Yes, they're muchly the same.  I made some rumblings about undef being
smart about list context, though, so that @foo = undef ends up with
0 elements in @foo, and push(@foo, undef) doesn't get any more elements,
but if you run off the end, you still can get back the undef that was
put there.  But we haven't worked all that out.

: >>vec
: >>   
: >>
: >
: >This is pack with issues :)
: > 
: >
: If nothing else, I plan on making a form that works on Int as well as 
: one that works on Str.

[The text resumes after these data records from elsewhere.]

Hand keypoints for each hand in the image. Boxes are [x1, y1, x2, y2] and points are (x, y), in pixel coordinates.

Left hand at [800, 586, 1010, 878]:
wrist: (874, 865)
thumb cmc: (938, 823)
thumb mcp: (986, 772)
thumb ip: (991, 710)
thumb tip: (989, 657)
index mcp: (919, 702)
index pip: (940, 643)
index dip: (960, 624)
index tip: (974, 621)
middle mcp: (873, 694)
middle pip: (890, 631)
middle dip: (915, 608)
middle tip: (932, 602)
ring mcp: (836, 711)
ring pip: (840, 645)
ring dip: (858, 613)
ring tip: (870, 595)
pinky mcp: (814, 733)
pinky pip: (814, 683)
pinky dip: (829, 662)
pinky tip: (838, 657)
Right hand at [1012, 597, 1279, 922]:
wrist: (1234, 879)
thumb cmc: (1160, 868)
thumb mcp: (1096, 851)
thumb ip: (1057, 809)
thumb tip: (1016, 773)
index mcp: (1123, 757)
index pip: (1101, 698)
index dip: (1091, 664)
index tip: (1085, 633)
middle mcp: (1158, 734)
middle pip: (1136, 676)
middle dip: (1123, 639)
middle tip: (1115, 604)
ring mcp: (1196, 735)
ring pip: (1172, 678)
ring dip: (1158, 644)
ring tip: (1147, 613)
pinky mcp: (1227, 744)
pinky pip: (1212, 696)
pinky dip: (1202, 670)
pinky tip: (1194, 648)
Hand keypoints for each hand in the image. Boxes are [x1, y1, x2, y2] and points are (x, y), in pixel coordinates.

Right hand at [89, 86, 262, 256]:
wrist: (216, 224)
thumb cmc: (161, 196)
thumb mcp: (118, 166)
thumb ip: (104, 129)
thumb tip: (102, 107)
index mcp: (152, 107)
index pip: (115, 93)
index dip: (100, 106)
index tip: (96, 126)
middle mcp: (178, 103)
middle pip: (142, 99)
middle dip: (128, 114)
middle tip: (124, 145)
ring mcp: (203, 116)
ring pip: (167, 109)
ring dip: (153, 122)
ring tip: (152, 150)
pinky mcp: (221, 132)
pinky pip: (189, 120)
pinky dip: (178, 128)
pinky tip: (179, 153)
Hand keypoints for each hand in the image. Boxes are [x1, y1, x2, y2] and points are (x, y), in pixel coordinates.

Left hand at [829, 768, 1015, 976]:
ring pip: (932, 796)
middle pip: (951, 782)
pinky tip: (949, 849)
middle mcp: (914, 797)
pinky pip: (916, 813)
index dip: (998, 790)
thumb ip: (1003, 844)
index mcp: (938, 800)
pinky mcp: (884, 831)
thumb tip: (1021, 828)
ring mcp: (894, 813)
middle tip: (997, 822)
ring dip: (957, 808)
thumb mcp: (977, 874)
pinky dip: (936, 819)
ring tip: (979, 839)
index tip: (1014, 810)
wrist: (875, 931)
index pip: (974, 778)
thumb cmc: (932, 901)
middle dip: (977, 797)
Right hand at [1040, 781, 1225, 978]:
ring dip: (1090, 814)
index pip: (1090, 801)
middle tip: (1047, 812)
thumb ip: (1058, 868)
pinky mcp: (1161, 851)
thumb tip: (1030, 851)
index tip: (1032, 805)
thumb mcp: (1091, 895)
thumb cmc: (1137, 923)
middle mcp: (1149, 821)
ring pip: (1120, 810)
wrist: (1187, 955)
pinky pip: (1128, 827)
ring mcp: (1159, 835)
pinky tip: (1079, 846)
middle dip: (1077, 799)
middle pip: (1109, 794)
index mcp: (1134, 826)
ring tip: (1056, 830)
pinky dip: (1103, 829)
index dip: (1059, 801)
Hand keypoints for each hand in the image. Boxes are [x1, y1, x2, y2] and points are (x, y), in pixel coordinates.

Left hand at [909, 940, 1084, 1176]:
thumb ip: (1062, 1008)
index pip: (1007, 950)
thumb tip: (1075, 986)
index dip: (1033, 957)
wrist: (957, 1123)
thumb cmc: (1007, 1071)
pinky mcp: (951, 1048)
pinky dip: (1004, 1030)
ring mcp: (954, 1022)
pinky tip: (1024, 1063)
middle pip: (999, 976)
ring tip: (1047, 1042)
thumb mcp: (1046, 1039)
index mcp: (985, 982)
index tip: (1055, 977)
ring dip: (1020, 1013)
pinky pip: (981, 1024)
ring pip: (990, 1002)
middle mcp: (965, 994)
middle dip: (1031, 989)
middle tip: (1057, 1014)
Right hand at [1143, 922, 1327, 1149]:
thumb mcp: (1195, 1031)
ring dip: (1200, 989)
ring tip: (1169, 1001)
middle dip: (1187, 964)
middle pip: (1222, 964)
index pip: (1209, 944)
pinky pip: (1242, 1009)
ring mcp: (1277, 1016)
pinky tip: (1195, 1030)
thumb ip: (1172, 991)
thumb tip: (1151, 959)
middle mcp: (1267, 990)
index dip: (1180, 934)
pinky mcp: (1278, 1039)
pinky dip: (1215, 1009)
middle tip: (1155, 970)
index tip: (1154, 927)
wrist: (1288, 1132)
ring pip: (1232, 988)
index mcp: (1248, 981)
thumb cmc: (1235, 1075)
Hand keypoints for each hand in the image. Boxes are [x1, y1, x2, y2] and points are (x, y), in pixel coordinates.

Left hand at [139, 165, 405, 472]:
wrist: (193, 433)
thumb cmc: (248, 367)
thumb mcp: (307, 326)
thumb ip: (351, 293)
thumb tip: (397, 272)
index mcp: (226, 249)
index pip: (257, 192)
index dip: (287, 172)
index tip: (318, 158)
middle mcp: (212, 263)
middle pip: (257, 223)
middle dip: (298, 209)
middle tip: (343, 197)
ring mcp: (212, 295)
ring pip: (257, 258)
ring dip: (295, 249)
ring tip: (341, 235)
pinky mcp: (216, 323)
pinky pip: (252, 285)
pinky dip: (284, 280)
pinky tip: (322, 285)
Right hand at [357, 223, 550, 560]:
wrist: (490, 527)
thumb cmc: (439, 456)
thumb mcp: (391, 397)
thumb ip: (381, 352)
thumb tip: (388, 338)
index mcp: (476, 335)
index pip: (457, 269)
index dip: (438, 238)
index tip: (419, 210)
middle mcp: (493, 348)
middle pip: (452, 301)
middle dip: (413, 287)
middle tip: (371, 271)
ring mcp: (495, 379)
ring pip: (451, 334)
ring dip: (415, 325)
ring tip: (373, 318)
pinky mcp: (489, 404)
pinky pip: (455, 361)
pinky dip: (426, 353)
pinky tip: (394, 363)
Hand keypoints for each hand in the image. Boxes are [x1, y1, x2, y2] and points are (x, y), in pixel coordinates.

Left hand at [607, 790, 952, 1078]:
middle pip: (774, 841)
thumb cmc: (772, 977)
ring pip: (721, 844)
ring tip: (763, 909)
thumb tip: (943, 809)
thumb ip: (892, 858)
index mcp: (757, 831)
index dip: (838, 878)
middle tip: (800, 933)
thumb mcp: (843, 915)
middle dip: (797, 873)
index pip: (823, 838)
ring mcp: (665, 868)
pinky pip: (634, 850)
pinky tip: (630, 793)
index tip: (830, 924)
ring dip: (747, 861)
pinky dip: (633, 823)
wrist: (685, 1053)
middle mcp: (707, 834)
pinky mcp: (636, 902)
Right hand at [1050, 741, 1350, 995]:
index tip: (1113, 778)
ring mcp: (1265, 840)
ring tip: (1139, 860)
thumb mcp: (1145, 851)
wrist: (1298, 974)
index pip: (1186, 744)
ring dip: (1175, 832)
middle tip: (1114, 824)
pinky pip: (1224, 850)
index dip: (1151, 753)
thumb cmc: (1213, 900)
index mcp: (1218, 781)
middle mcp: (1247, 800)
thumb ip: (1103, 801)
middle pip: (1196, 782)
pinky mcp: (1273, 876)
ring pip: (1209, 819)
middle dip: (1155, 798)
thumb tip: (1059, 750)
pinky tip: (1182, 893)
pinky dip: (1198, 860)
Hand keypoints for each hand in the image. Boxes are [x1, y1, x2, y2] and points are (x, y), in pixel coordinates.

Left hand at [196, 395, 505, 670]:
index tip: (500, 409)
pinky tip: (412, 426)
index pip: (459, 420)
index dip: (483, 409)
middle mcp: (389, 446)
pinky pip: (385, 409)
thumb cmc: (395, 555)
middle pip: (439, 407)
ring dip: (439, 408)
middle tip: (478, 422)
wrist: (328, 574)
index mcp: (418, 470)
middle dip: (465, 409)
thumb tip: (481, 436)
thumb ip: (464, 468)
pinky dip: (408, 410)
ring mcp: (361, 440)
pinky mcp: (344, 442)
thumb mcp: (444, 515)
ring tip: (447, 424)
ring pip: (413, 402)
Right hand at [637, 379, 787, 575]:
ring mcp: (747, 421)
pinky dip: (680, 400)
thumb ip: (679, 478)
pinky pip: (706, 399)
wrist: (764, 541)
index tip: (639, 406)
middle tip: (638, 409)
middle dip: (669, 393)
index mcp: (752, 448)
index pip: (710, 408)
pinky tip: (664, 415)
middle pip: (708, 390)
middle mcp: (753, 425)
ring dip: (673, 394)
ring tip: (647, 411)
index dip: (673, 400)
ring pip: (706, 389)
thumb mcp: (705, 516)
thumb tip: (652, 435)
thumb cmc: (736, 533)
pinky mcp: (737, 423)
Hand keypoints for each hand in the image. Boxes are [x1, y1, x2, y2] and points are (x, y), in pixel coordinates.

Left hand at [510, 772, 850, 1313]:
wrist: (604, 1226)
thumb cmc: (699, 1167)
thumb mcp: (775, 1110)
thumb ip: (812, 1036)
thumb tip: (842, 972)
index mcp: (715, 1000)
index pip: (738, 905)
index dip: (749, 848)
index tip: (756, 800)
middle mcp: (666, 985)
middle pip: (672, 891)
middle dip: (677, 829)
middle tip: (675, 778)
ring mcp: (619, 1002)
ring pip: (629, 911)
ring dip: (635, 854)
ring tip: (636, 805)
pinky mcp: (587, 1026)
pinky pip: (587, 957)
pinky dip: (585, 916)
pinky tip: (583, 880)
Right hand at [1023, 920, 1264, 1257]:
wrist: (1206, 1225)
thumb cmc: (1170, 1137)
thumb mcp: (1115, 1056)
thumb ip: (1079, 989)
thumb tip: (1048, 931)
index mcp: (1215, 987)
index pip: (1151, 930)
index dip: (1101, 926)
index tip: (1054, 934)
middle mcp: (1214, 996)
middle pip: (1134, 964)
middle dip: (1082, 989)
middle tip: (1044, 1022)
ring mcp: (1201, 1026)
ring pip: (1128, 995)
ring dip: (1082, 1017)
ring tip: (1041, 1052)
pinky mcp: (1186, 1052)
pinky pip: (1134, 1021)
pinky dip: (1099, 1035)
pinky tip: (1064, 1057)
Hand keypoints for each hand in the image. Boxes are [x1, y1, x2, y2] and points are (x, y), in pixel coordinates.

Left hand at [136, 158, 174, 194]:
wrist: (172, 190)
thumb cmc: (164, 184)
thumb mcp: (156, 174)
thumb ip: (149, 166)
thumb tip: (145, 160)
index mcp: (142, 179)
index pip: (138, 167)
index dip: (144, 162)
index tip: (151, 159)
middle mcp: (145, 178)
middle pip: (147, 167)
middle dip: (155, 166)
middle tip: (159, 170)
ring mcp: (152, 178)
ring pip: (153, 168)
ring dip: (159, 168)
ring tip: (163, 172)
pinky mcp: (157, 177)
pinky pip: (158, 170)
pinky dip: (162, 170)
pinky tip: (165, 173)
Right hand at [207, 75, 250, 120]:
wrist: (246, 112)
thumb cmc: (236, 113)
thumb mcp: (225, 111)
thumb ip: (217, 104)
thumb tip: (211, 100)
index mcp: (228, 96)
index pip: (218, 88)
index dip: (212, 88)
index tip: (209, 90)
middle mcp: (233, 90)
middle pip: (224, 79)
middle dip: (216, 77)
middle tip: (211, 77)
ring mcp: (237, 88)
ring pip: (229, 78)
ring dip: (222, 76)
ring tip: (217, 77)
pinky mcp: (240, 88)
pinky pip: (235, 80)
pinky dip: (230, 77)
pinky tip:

I don't know how many times I've had to resort to 
: masks and shifts to do something vec should have done for me nicely.

I would love to kill vec in favor of declared arrays of tiny
integers, which could presumably be mapped onto other data types
like bytesstrings or integers.  This is one of those areas where we
can make good use of the notion that a variable is a view onto some
other piece of data that may not even know it's being viewed strangely.